Kinetic roughening of a soft dewetting line under quenched disorder: A numerical study

An elegant simulation method, suitable for investigating the dewetting dynamics of thin and viscous liquid layers, is discussed. The efficiency of the method is exemplified by studying a two-parameter depinninglike model defined on inhomogeneous solid surfaces. The morphology and the statistical properties of the contact line are mapped in the relevant parameter space, and as a result critical behavior in the vicinity of the depinning transition is revealed. The model allows for the tearing of the layer, which leads to a new propagation regime resulting in nontrivial collective behavior. The large deformations observed for the interface are a result of the interplay between the substrate inhomogeneities and the capillary forces.

Figure 1

Discretization of the contact line.

Figure 2

The reconnection mechanism for the tearing of the layer. The label values in braces indicate the succeeding order in the oriented chain. Please note that step 1 and step 2 are made in the same time moment.

Figure 3

Handling the substrate inhomogeneities. In this example, the line segment corresponding to point $i$ crosses four pinning centers, each with its own threshold. The effective threshold experienced by point $i$ is the largest one out of those four. The pinning points are considered pointlike, with no planar extension.

Figure 4

Contact line morphology for equally spaced time moments (plots in the $x\text{−}y$ plane). Evolution of the interface is from top to bottom (from the blue line to the black one). The inset graphs from left to right correspond to increasing ${\tilde{R}}_1$ values (indicated in the horizontal direction), while from bottom to top we consider increasing ${\tilde{L}}_0$ values (indicated in the vertical direction). The roughness and velocity fluctuations increase, and long-range correlation and large deformation develop as the system approaches the depinning transition. In the two bottom-right cases, after sweeping a finite distance, the line is pinned. In order to better visualize every position of the line within the desired interval, different scales on the $y$ axis have been used. The scale in the $x$ direction is always 200 units.

Figure 5

Mean velocity of the interface along the $y$ axis, in the stationary regime, as a function of ${\tilde{L}}_0$ for different ${\tilde{R}}_1$ parameters. The inset shows the mean velocity as a function of ${\tilde{L}}_0/{\tilde{L}}_0^c$. A reasonable collapse is obtained.

Figure 6

Phase diagram of the contact line in the $({\tilde{R}}_1,{\tilde{L}}_0)$ parameter space. Symbols indicate parameter values at which simulations were performed. Blue squares indicate the obtained pinning phase, and green dots indicate the depinning phase.

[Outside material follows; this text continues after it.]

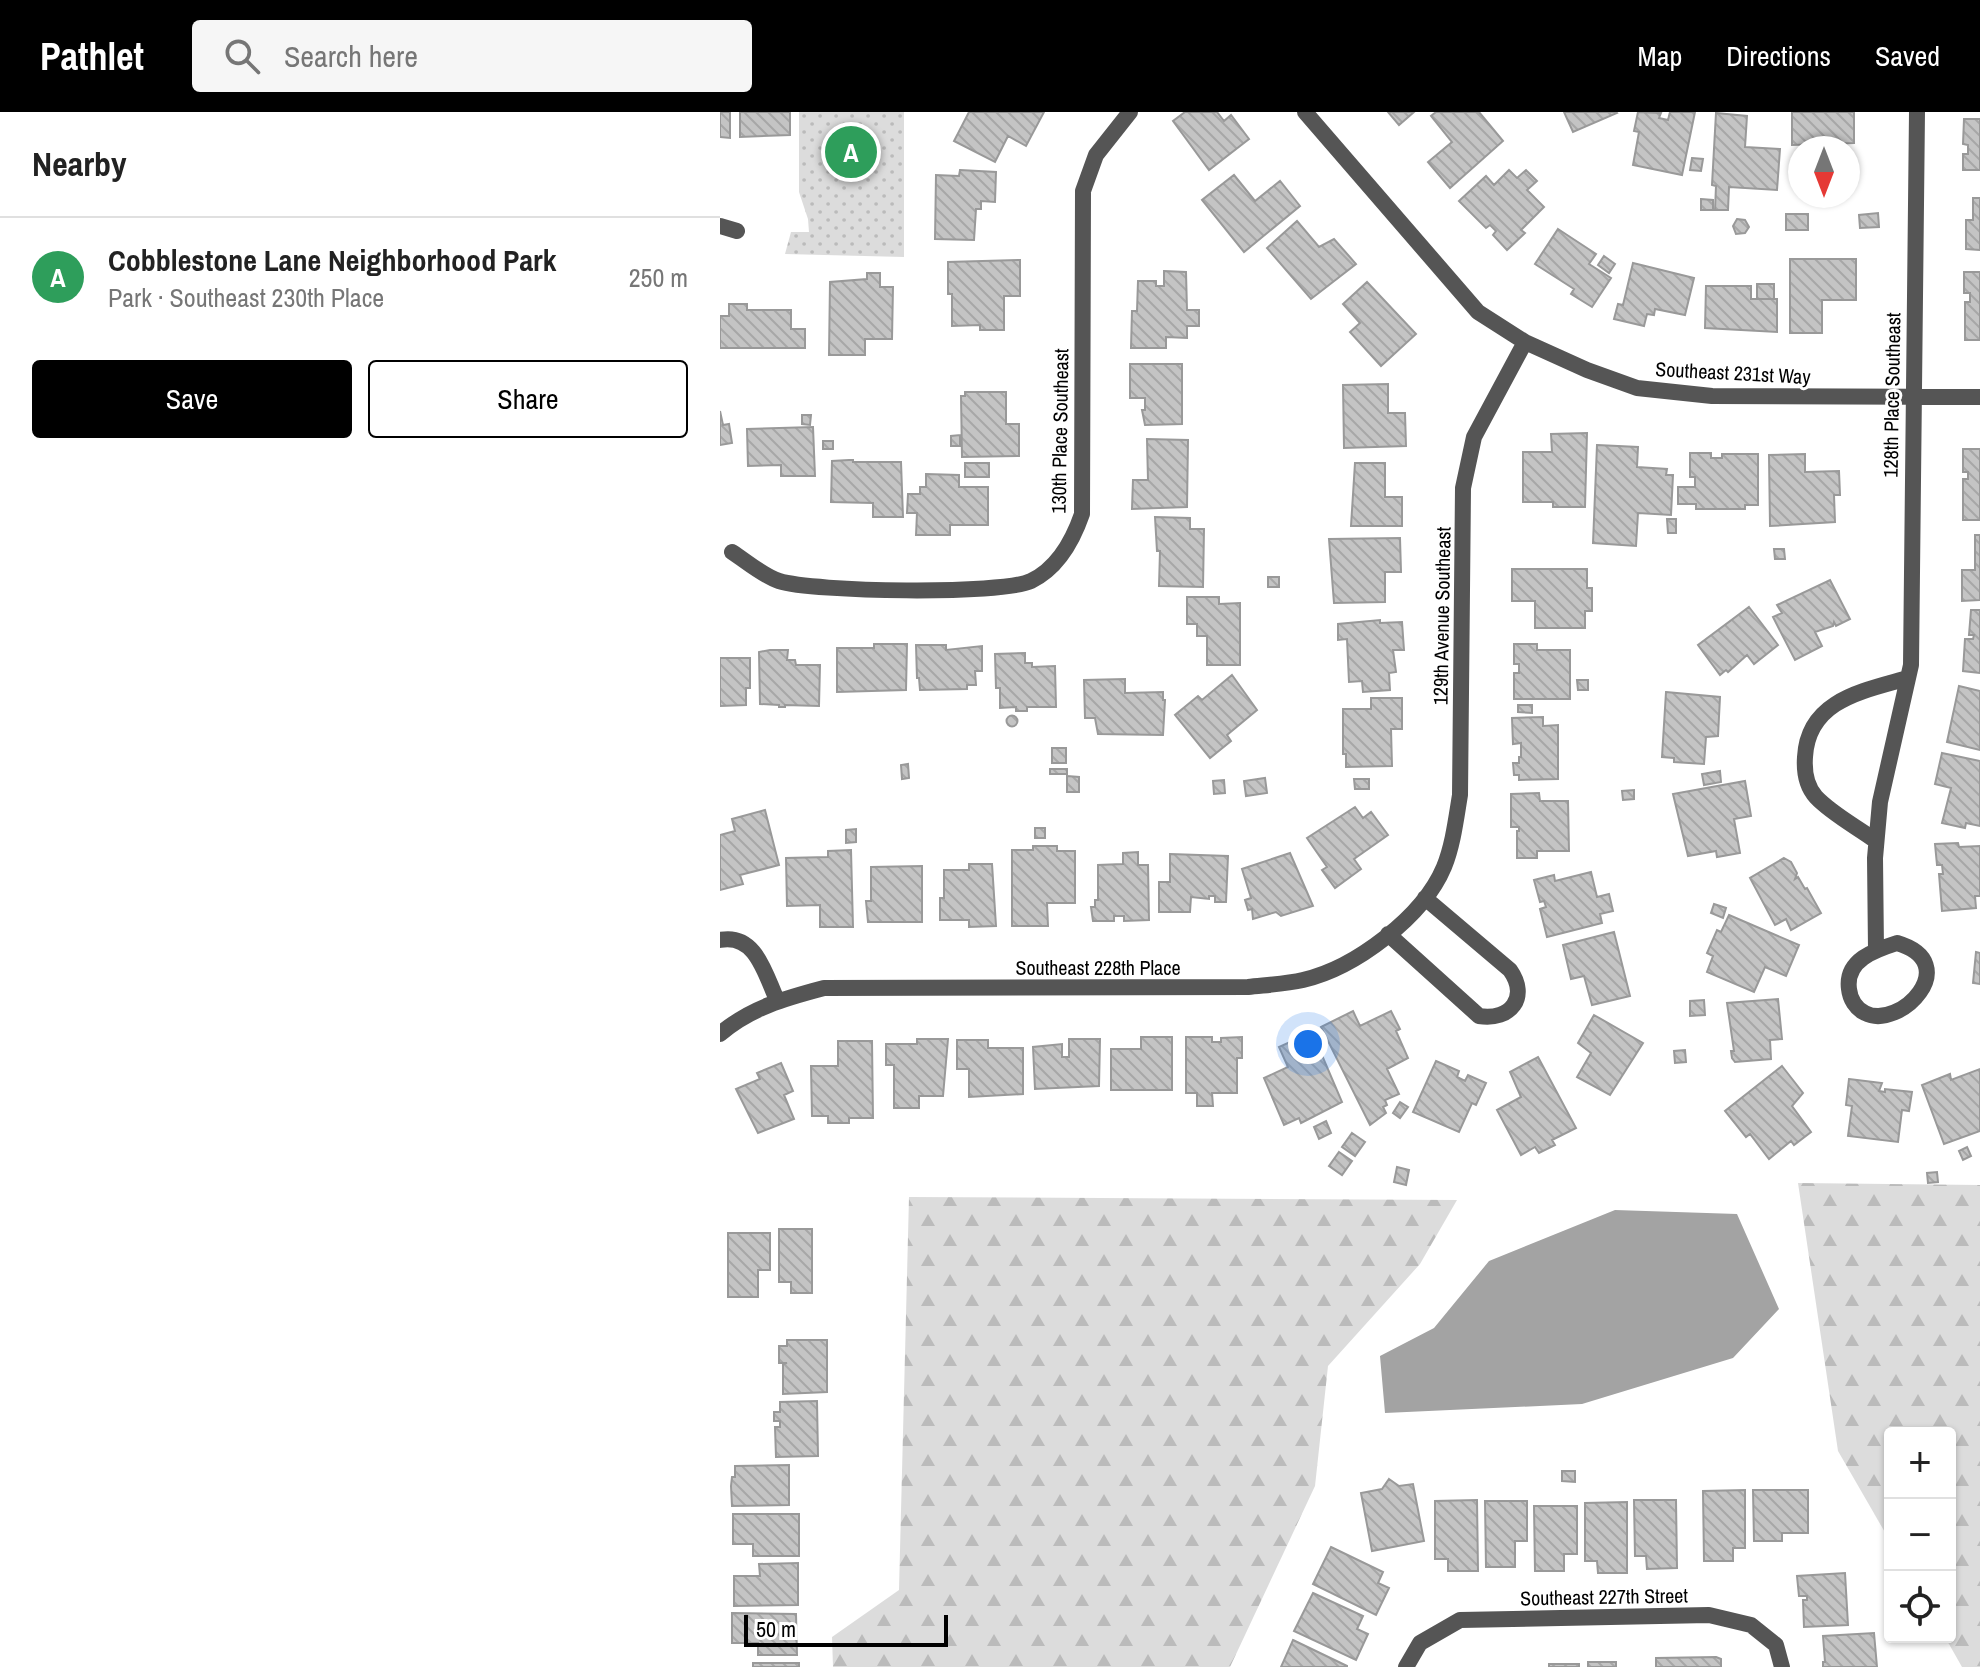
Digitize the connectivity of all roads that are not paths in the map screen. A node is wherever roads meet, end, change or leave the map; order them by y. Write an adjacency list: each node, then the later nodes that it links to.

The inset derived from the separation points shows that the two phases are delimited by the curve ${\tilde{L}}_0^c=1/2-{\tilde{R}}_1^{-1}$, the dashed line indicating a slope $-1$. Please note the logarithmic scales for the inset graph.

Figure 7

An example from computer simulations where local backward movement of the interface occurs. The liquid layer sketched in gray contracts by moving in the bottom direction (negative direction of the $y$ axis). Due to the highly deformed shape of the interface, there will be parts of the interface where the velocity vector of the interface will have a positively oriented $y$ component.

Figure 8

Distribution of the $y$ component of velocities along the contact line for ${\tilde{L}}_0=0.5$. Note that when we approach the depinning transition (${\tilde{R}}_1\to {10}^2$) a considerable local backward movement ($v_y>0$) of the interface occurs. Also, far from the transition (${\tilde{R}}_1\ll {10}^2$), the pinned part of the line is quite well separated from the moving part.

Figure 9

Development of the scale-free morphology as the system approaches the critical state, the normalized length $L\left(\Delta \right)$ of the contact line as a function of $\Delta$ (see the text for the definitions), and results for ${\tilde{R}}_1={10}^2$ and different values of ${\tilde{L}}_0$. The dashed line is a guide for the eye, and has a slope $-0.25$. A natural upper cutoff arises due to the finite system size, and a lower cutoff arises from the discretization.

Figure 10

Development of the scale-free morphology as the system approaches the critical state, the structure factor $S_y\left(k_{\Delta }\right)$ as a function of $k_{\Delta }$ (see the text for definitions), and results for ${\tilde{R}}_1=5.0$ and different values of ${\tilde{L}}_0$. The dashed line has a slope $-2.0$ and the range $1\le \Delta <2048$ was used for the Fourier transform.

Figure 11

Average position of the contact line as a function of time, for ${\tilde{R}}_1={10}^2$ and ${\tilde{L}}_0=\{0.4,0.5,0.6,0.7,0.8,0.9,1.0\}$. The arrow indicates increasing values of ${\tilde{L}}_0$. Note how fluctuations increase approaching the transition point and the dynamics becomes intermittent. The inset shows the avalanche size distribution for ${\tilde{R}}_1={10}^2$ and ${\tilde{L}}_0=0.5$, while the solid line has a slope $-2.0$.